Figure 1. Cytosolic RNA sensor MDA5 modulates host cytokine response to M. tuberculosis–derived RNA and promotes M. tuberculosis intracellular growth in macrophages.

(A) Schematic diagram of experimental design to identify host factors involved in cytosolic surveillance of M. tuberculosis RNA in macrophages. (B) Resting primary human monocyte-derived macrophages were transfected for 24 hours with total M. tuberculosis RNA, total M. tuberculosis RNA treated with RNaseV (+RNase), mock transfection of total M. tuberculosis RNA (–TxRngt), or total human RNA. IFN-β, IL-1β, IL-6, and TNF-α RNA levels were assessed by reverse transcriptase qPCR. RNA levels were normalized to PolR2A. Data are presented as fold-change relative to no-transfection control (mean ± SD, n = 2 biological replicates, 2 independent experiments). (C) CRISPR/Cas9–mediated Mda5-knockout (Mda5-KO) or CRISPR/Cas9 nontarget control (NTC) J774.1 cells were IFN-γ–primed and transfected with total M. tuberculosis RNA for 24 hours.
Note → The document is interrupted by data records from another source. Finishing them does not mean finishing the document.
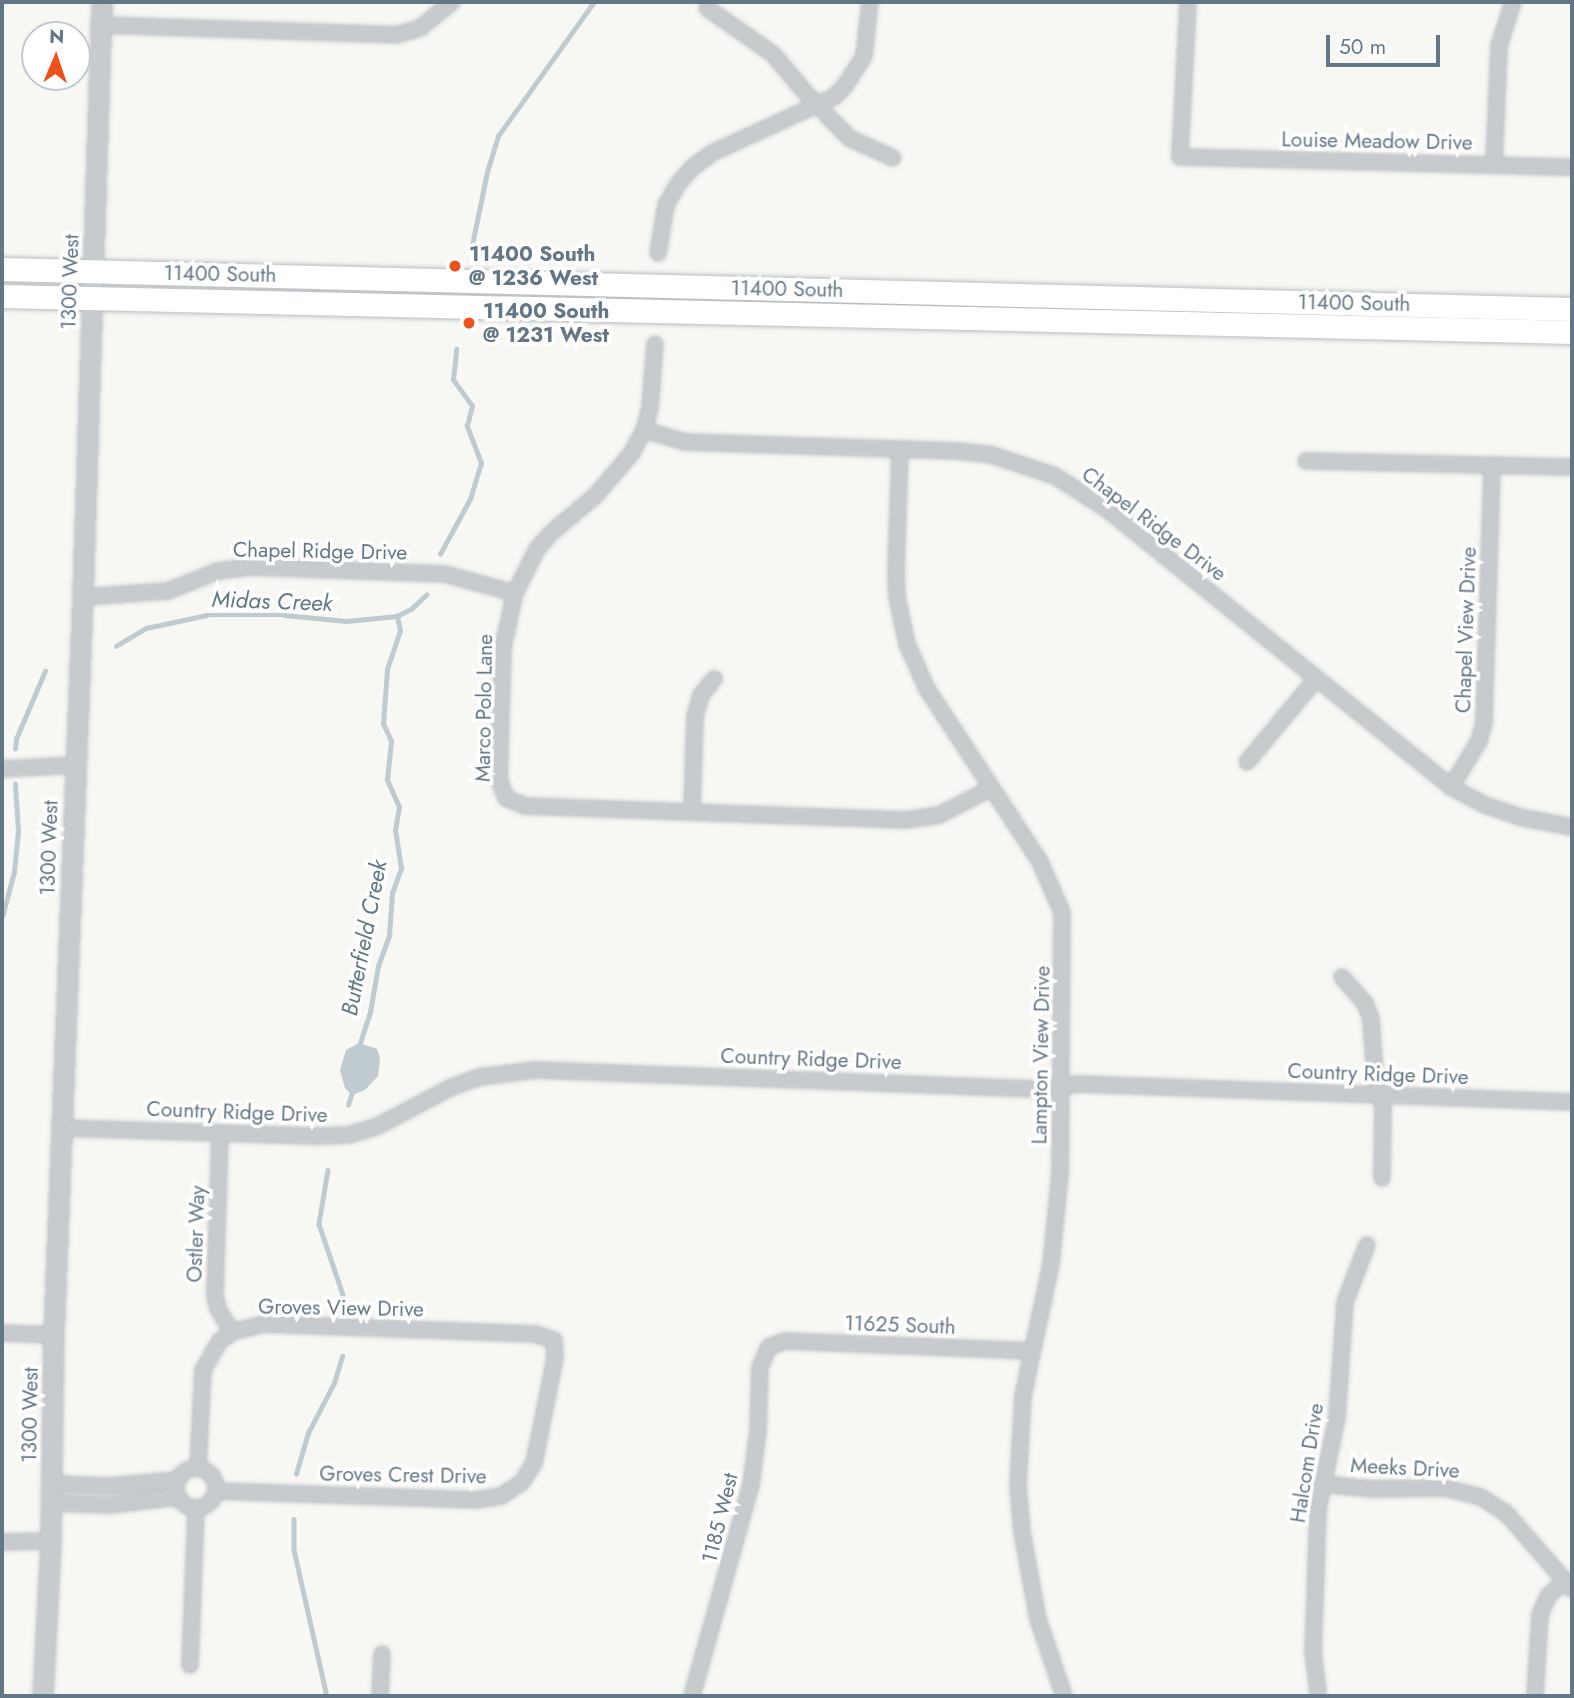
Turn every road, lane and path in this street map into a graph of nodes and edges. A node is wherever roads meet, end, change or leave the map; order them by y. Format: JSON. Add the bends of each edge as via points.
{"nodes":[{"id":1,"x":102,"y":2,"type":"edge"},
{"id":2,"x":452,"y":2,"type":"edge"},
{"id":3,"x":870,"y":2,"type":"edge"},
{"id":4,"x":1188,"y":2,"type":"edge"},
{"id":5,"x":1513,"y":2,"type":"edge"},
{"id":6,"x":707,"y":8,"type":"dead end"},
{"id":7,"x":101,"y":25,"type":"junction"},
{"id":8,"x":817,"y":104,"type":"junction"},
{"id":9,"x":893,"y":158,"type":"dead end"},
{"id":10,"x":1494,"y":165,"type":"junction"},
{"id":11,"x":1572,"y":167,"type":"edge"},
{"id":12,"x":658,"y":253,"type":"dead end"},
{"id":13,"x":2,"y":269,"type":"edge"},
{"id":14,"x":93,"y":271,"type":"junction"},
{"id":15,"x":2,"y":296,"type":"edge"},
{"id":16,"x":92,"y":299,"type":"junction"},
{"id":17,"x":1572,"y":309,"type":"edge"},
{"id":18,"x":1572,"y":332,"type":"edge"},
{"id":19,"x":655,"y":344,"type":"dead end"},
{"id":20,"x":644,"y":430,"type":"junction"},
{"id":21,"x":900,"y":449,"type":"junction"},
{"id":22,"x":1306,"y":461,"type":"dead end"},
{"id":23,"x":1492,"y":466,"type":"junction"},
{"id":24,"x":1572,"y":467,"type":"edge"},
{"id":25,"x":514,"y":593,"type":"junction"},
{"id":26,"x":83,"y":597,"type":"junction"},
{"id":27,"x":714,"y":678,"type":"dead end"},
{"id":28,"x":1316,"y":679,"type":"junction"},
{"id":29,"x":1247,"y":762,"type":"dead end"},
{"id":30,"x":75,"y":765,"type":"junction"},
{"id":31,"x":2,"y":769,"type":"edge"},
{"id":32,"x":1451,"y":787,"type":"junction"},
{"id":33,"x":990,"y":789,"type":"junction"},
{"id":34,"x":692,"y":812,"type":"junction"},
{"id":35,"x":1572,"y":827,"type":"edge"},
{"id":36,"x":1342,"y":977,"type":"dead end"},
{"id":37,"x":1060,"y":1086,"type":"junction"},
{"id":38,"x":1381,"y":1095,"type":"junction"},
{"id":39,"x":1572,"y":1102,"type":"edge"},
{"id":40,"x":62,"y":1128,"type":"junction"},
{"id":41,"x":219,"y":1133,"type":"junction"},
{"id":42,"x":1382,"y":1178,"type":"dead end"},
{"id":43,"x":1367,"y":1245,"type":"dead end"},
{"id":44,"x":232,"y":1332,"type":"junction"},
{"id":45,"x":2,"y":1333,"type":"edge"},
{"id":46,"x":54,"y":1335,"type":"junction"},
{"id":47,"x":554,"y":1340,"type":"joint"},
{"id":48,"x":769,"y":1347,"type":"joint"},
{"id":49,"x":1031,"y":1351,"type":"junction"},
{"id":50,"x":198,"y":1468,"type":"junction"},
{"id":51,"x":177,"y":1480,"type":"junction"},
{"id":52,"x":51,"y":1484,"type":"junction"},
{"id":53,"x":1322,"y":1484,"type":"junction"},
{"id":54,"x":216,"y":1492,"type":"junction"},
{"id":55,"x":178,"y":1497,"type":"junction"},
{"id":56,"x":50,"y":1503,"type":"junction"},
{"id":57,"x":196,"y":1508,"type":"junction"},
{"id":58,"x":51,"y":1541,"type":"junction"},
{"id":59,"x":2,"y":1542,"type":"edge"},
{"id":60,"x":1569,"y":1585,"type":"edge"},
{"id":61,"x":382,"y":1654,"type":"dead end"},
{"id":62,"x":190,"y":1665,"type":"dead end"},
{"id":63,"x":1318,"y":1692,"type":"dead end"},
{"id":64,"x":43,"y":1696,"type":"edge"},
{"id":65,"x":380,"y":1696,"type":"edge"},
{"id":66,"x":692,"y":1696,"type":"edge"},
{"id":67,"x":1064,"y":1696,"type":"edge"},
{"id":68,"x":1535,"y":1696,"type":"edge"}],
"edges":[{"from":1,"to":7,"type":"street","name":"1300 West"},
{"from":2,"to":7,"type":"street","via":[[420,28],[396,35]]},
{"from":3,"to":8,"type":"street","via":[[867,43],[858,67],[834,97]]},
{"from":4,"to":10,"type":"street","name":"Louise Meadow Drive","via":[[1180,157]]},
{"from":5,"to":10,"type":"street","via":[[1499,46]]},
{"from":6,"to":8,"type":"street","via":[[774,55]]},
{"from":7,"to":14,"type":"street","name":"1300 West"},
{"from":8,"to":9,"type":"street","via":[[849,138]]},
{"from":8,"to":12,"type":"street","via":[[712,153],[693,167],[666,205]]},
{"from":10,"to":11,"type":"street","name":"Louise Meadow Drive"},
{"from":13,"to":14,"type":"main road","name":"11400 South"},
{"from":14,"to":16,"type":"street","name":"1300 West"},
{"from":14,"to":17,"type":"main road","name":"11400 South"},
{"from":15,"to":16,"type":"main road","name":"11400 South"},
{"from":16,"to":18,"type":"main road","name":"11400 South"},
{"from":16,"to":26,"type":"street","name":"1300 West"},
{"from":19,"to":20,"type":"street","name":"Marco Polo Lane","via":[[654,387]]},
{"from":20,"to":21,"type":"street","name":"Chapel Ridge Drive","via":[[685,442]]},
{"from":20,"to":25,"type":"street","name":"Marco Polo Lane","via":[[616,475],[537,549]]},
{"from":21,"to":28,"type":"street","name":"Chapel Ridge Drive","via":[[992,455],[1064,481],[1108,510]]},
{"from":21,"to":33,"type":"street","name":"Lampton View Drive","via":[[896,572],[907,644],[927,689]]},
{"from":22,"to":23,"type":"street"},
{"from":23,"to":24,"type":"street"},
{"from":23,"to":32,"type":"street","name":"Chapel View Drive","via":[[1484,722],[1479,741]]},
{"from":25,"to":26,"type":"street","name":"Chapel Ridge Drive","via":[[445,575],[251,567],[218,571],[168,591]]},
{"from":25,"to":34,"type":"street","name":"Marco Polo Lane","via":[[503,647],[499,779],[506,798],[525,806]]},
{"from":26,"to":30,"type":"street","name":"1300 West"},
{"from":27,"to":34,"type":"street","via":[[701,695],[695,716]]},
{"from":28,"to":29,"type":"street"},
{"from":28,"to":32,"type":"street","name":"Chapel Ridge Drive"},
{"from":30,"to":31,"type":"street"},
{"from":30,"to":40,"type":"street","name":"1300 West"},
{"from":32,"to":35,"type":"street","name":"Chapel Ridge Drive","via":[[1519,817]]},
{"from":33,"to":34,"type":"street","name":"Marco Polo Lane","via":[[955,809],[922,818]]},
{"from":33,"to":37,"type":"street","name":"Lampton View Drive","via":[[1045,870],[1062,912]]},
{"from":36,"to":38,"type":"street","via":[[1368,1010]]},
{"from":37,"to":38,"type":"street","name":"Country Ridge Drive"},
{"from":37,"to":41,"type":"street","name":"Country Ridge Drive","via":[[1036,1089],[507,1071],[452,1087],[402,1116],[349,1135]]},
{"from":37,"to":49,"type":"street","name":"Lampton View Drive","via":[[1056,1219]]},
{"from":38,"to":39,"type":"street","name":"Country Ridge Drive"},
{"from":38,"to":42,"type":"street"},
{"from":40,"to":41,"type":"street","name":"Country Ridge Drive"},
{"from":40,"to":46,"type":"street","name":"1300 West"},
{"from":41,"to":44,"type":"street","name":"Ostler Way","via":[[215,1296]]},
{"from":43,"to":53,"type":"street","name":"Halcom Drive","via":[[1345,1302],[1337,1417]]},
{"from":44,"to":47,"type":"street","name":"Groves View Drive","via":[[263,1324],[535,1334]]},
{"from":44,"to":50,"type":"street","name":"Groves View Drive","via":[[219,1342],[203,1370]]},
{"from":45,"to":46,"type":"street"},
{"from":46,"to":52,"type":"street","name":"1300 West"},
{"from":47,"to":54,"type":"street","name":"Groves Crest Drive","via":[[555,1358],[534,1462],[522,1482],[502,1496],[477,1500]]},
{"from":48,"to":49,"type":"street","name":"11625 South","via":[[785,1341]]},
{"from":48,"to":66,"type":"street","name":"1185 West","via":[[760,1367],[751,1485]]},
{"from":49,"to":67,"type":"street","name":"Lampton View Drive","via":[[1019,1440],[1021,1532],[1038,1619]]},
{"from":50,"to":51,"type":"street"},
{"from":50,"to":54,"type":"street","via":[[214,1479]]},
{"from":51,"to":52,"type":"street","via":[[110,1486]]},
{"from":51,"to":55,"type":"street"},
{"from":52,"to":56,"type":"street","name":"1300 West"},
{"from":53,"to":60,"type":"street","name":"Meeks Drive","via":[[1445,1488],[1481,1497],[1506,1513]]},
{"from":53,"to":63,"type":"street","name":"Halcom Drive","via":[[1316,1525],[1313,1654]]},
{"from":54,"to":57,"type":"street","via":[[211,1501]]},
{"from":55,"to":56,"type":"street","via":[[110,1505]]},
{"from":55,"to":57,"type":"street"},
{"from":56,"to":58,"type":"street","name":"1300 West"},
{"from":57,"to":62,"type":"street"},
{"from":58,"to":59,"type":"street"},
{"from":58,"to":64,"type":"street","name":"1300 West"},
{"from":60,"to":68,"type":"street","via":[[1549,1595],[1540,1614]]},
{"from":61,"to":65,"type":"street"}]}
IFN-β, IL-1β, IL-6, and TNF-α levels in the culture medium were quantified by multiplex immunoassay (Luminex) (mean ± SD, n = 6 biological replicates from 3 independent experiments; “<” indicates below limit of quantification). ***P < 0.001, ****P < 0.0001 by 2-way ANOVA with Tukey’s posttest. (D) Schematic diagram of experimental design to evaluate the role of Mda5 in innate immune responses to M. tuberculosis infection. (E) MDA5 and β-actin protein levels in WT J774.1 cells at 24 hours after infection with M. tuberculosis at the indicated MOI were detected by immunoblot analysis and quantified by densitometry (mean ± SD, n = 3 biological replicates, 3 independent experiments). ***P < 0.001 by 1-way ANOVA with Tukey’s posttest. (F and G) Growth kinetics of M. tuberculosis (MOI of 1:5) in IFN-γ–primed (F) and resting (G) WT, NTC, and Mda5-KO J774.1 cells. Data are mean CFU ± SEM for each time point (n = 4 biological replicates, 2 independent experiments). *P < 0.05, **P < 0.01, ****P < 0.0001 by 2-way ANOVA with Tukey’s posttest.